Quels écarts observe-t-on entre grandes villes et quartiers ?

Lyon et Marseille en vis-à-vis

À Lyon, les prix des logements anciens ont reculé d’environ -1,9 % sur un an, signe d’un marché local sous pression. Marseille, en revanche, enregistre une dynamique positive de +2,2 %, reflétant des facteurs locaux de demande et d’attractivité. Ces contrastes montrent l’importance d’analyser le marché à l’échelle micro-locale.

Paris et les centres métropolitains

Les secteurs centraux conservent souvent une meilleure tenue des prix grâce à la rareté de l’offre et à la forte demande.
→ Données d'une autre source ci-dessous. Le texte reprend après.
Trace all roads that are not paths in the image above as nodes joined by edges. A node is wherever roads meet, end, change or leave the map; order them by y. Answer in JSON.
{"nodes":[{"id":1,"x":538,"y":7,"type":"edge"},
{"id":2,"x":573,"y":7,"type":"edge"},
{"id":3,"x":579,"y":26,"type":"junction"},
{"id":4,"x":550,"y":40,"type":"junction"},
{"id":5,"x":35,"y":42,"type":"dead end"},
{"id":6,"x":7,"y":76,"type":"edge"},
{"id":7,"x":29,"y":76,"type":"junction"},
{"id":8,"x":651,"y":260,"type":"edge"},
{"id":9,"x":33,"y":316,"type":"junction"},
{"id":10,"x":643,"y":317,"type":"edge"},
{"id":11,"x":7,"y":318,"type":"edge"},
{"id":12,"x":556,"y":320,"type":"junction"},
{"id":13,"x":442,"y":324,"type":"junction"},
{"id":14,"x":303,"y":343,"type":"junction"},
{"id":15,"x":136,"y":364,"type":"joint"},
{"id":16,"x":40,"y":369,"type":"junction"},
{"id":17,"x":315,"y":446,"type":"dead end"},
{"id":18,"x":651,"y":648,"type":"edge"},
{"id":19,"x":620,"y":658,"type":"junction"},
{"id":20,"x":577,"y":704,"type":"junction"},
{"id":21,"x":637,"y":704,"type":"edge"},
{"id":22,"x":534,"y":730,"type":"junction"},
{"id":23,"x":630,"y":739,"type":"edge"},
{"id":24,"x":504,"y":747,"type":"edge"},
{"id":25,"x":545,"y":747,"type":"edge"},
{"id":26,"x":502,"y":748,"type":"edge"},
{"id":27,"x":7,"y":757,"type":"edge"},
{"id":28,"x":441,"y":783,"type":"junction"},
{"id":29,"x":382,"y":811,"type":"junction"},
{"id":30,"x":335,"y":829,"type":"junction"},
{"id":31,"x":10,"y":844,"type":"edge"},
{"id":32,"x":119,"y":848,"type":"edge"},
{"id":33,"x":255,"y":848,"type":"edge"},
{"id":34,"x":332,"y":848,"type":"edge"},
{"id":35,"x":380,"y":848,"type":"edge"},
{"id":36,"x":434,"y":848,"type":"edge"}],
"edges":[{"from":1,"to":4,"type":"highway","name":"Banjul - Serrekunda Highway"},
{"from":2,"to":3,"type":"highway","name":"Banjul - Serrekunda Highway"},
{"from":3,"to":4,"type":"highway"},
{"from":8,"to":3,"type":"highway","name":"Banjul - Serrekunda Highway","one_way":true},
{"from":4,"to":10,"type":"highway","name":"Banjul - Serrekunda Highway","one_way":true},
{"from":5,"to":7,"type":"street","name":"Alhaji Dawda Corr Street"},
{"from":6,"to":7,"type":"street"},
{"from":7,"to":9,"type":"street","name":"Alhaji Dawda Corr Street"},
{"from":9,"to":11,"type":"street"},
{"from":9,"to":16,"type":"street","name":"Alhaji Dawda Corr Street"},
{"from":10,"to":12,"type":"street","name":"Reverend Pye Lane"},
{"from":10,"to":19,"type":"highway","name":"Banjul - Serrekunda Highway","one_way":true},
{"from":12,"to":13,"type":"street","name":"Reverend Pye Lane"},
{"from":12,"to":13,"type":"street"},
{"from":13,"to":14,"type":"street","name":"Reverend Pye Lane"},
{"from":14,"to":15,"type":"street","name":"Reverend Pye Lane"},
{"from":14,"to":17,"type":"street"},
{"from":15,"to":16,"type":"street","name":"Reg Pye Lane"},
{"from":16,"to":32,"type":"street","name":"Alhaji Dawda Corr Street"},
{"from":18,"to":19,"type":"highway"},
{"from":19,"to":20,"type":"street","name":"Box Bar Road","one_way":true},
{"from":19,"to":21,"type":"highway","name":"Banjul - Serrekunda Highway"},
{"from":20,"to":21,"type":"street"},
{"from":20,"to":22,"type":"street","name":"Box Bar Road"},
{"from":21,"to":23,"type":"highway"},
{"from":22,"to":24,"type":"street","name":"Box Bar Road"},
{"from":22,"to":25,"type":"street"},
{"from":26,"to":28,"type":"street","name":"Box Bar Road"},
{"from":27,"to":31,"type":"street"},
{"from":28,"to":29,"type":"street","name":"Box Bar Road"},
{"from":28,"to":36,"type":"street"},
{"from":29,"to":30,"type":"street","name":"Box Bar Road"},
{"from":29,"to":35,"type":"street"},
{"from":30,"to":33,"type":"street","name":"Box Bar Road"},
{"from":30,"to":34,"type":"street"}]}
Paris demeure attractif pour les investisseurs et les ménages cherchant une accessibilité optimale aux services. Les différences de performance entre quartiers restent toutefois marquées.

Comment évolue le volume des transactions ?

Le nombre de transactions sur douze mois à fin juin 2026 s’établit à 958 000, contre 953 000 à fin mars, indiquant une relative stabilité depuis le début de l’année. Le marché des ventes ne montre pas d’effondrement, ce qui tempère l’interprétation d’une simple chute des prix. Les volumes demeurent proches des niveaux observés l’an dernier.

Cette stabilité suggère un ajustement progressif entre offre et demande plutôt qu’un retournement brutal. Les contraintes de financement et la prudence des acheteurs expliquent une partie de la modération.

  • Impact sur les délais de vente : allongement modéré dans certaines zones.
  • Comportement des acheteurs : sélection accrue des biens bien situés.
  • Rôle des professionnels : adaptation des prix et des stratégies de mise en marché.

Que privilégier si vous souhaitez acheter ou vendre dans ce contexte ?

Pour un vendeur, soigner la présentation du bien et ajuster le prix en fonction du marché local reste essentiel afin d’attirer des acquéreurs sérieux. Pour un acheteur, profiter de la relative stabilité des volumes peut offrir des marges de négociation, notamment sur les maisons qui voient les prix baisser le plus. Penser aux frais de financement et à la durée de détention aidera à définir une stratégie adaptée.

  • Vendeurs : évaluer les prix comparables et envisager des travaux ciblés.
  • Acheteurs : vérifier la capacité d’emprunt et anticiper les coûts annexes.